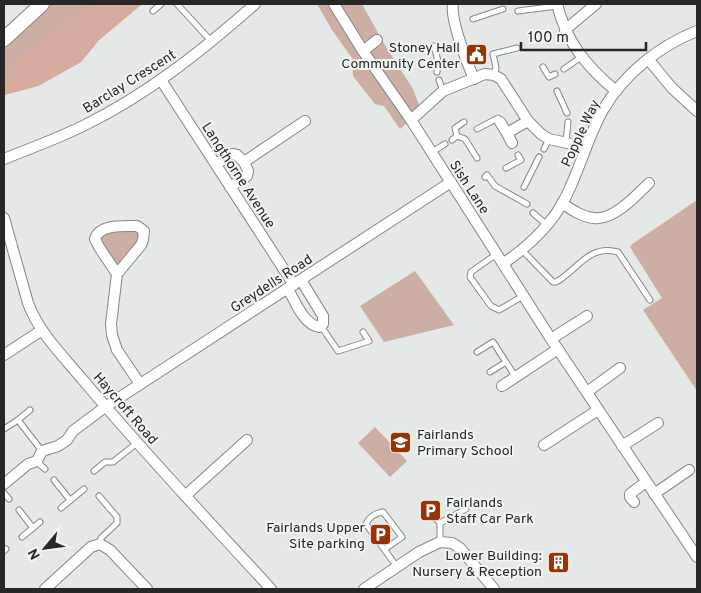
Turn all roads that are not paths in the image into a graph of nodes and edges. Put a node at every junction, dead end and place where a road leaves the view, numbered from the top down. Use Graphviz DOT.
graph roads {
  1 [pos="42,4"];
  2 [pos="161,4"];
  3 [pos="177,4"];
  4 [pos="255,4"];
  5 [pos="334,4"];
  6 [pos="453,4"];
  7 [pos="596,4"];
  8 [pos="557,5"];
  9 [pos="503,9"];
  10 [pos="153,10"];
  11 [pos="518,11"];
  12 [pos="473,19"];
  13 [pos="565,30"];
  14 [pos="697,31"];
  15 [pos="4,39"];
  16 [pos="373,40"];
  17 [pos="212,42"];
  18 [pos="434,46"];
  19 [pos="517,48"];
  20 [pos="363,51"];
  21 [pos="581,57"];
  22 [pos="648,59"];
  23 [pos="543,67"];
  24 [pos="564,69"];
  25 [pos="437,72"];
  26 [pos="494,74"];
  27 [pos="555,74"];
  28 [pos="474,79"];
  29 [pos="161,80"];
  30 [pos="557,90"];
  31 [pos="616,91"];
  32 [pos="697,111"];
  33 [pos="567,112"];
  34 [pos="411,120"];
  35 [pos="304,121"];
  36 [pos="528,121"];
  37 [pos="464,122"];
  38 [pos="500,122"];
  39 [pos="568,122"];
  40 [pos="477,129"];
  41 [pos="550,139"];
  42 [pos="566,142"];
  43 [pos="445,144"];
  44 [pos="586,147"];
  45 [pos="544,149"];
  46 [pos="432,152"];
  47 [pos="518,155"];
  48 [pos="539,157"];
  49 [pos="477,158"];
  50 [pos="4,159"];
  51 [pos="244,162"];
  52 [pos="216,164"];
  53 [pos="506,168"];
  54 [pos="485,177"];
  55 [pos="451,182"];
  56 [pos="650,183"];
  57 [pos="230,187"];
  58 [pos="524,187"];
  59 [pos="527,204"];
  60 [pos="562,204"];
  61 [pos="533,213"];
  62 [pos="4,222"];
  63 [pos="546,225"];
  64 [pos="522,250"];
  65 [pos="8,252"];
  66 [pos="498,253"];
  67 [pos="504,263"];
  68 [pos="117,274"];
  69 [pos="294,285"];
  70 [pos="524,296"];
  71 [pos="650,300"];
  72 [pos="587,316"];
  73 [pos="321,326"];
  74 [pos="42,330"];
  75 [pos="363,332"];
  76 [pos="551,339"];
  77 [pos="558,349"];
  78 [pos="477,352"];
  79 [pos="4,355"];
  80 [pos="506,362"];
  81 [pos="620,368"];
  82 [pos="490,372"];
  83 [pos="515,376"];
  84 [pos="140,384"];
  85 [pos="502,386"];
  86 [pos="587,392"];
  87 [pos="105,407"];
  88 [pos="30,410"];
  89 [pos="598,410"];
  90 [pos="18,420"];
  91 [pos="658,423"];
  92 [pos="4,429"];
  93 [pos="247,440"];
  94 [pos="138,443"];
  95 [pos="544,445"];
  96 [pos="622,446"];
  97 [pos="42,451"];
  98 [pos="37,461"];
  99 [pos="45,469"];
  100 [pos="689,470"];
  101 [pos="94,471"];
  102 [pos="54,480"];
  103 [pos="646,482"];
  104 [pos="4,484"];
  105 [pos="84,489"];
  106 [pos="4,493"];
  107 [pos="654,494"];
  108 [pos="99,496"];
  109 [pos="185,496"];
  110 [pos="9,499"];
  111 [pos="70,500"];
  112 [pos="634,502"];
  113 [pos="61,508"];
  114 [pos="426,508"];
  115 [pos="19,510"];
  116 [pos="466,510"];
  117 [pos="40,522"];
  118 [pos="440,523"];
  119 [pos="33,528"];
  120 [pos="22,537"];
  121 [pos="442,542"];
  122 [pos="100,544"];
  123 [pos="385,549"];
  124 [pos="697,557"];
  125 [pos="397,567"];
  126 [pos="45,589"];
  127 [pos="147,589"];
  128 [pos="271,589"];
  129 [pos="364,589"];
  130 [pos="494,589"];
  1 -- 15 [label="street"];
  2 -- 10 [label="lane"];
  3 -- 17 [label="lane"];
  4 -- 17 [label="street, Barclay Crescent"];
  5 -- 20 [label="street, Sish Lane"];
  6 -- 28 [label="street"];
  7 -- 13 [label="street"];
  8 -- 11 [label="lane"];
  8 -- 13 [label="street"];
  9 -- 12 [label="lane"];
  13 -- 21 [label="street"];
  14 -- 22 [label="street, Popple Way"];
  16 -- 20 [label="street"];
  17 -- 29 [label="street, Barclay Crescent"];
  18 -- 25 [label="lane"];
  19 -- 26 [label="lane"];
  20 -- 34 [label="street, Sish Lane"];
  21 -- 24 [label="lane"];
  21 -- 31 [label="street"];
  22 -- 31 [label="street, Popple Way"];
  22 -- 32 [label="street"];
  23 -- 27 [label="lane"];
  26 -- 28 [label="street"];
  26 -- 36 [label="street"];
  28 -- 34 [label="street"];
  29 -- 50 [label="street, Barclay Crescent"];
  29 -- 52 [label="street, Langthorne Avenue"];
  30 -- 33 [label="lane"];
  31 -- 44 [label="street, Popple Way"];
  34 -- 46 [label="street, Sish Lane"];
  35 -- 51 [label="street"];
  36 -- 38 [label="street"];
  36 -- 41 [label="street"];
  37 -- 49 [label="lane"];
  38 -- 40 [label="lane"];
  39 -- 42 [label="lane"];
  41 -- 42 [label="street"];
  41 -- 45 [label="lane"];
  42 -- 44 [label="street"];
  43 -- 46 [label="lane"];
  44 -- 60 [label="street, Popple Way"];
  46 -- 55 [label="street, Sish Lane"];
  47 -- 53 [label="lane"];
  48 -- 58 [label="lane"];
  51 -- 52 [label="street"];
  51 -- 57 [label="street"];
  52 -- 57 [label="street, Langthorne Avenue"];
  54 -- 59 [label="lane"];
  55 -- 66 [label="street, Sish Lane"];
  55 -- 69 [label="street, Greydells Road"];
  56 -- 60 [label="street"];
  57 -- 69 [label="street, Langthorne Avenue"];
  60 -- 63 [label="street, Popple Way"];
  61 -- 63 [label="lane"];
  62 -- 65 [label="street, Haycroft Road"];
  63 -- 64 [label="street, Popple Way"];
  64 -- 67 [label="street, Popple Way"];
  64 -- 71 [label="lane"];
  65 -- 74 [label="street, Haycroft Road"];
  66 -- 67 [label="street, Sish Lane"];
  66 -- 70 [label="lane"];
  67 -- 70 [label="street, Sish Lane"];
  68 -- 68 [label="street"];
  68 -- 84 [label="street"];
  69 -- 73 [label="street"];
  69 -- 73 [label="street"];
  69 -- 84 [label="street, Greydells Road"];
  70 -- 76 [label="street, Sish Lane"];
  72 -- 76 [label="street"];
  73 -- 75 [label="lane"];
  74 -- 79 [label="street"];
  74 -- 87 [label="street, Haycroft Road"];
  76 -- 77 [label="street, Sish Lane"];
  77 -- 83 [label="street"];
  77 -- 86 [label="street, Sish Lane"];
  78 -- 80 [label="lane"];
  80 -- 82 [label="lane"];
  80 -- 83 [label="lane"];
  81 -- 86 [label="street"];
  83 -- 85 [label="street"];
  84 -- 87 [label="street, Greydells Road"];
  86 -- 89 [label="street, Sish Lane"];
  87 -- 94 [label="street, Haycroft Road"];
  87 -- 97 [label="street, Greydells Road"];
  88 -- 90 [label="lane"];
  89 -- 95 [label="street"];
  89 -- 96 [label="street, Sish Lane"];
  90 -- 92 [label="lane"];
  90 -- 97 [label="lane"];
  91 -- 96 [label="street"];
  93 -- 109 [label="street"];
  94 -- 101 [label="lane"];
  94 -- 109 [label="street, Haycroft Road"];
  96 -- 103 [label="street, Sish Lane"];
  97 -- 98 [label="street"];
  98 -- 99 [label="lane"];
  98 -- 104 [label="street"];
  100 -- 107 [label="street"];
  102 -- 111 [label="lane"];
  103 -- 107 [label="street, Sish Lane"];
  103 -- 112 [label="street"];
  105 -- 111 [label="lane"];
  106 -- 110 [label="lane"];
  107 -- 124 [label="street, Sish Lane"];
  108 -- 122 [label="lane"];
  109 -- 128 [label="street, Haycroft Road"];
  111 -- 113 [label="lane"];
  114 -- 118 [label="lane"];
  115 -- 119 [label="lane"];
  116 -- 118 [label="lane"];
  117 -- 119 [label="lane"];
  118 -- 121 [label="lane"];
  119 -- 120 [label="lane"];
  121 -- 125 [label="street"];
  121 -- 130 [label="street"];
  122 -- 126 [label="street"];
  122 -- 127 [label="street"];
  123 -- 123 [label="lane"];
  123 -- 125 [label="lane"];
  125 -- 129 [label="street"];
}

○ ○ ○ ○

Scan each line above for the string "Langthorne". Give the tally and nothing else.

- [COMPLETED EXERCISE] 3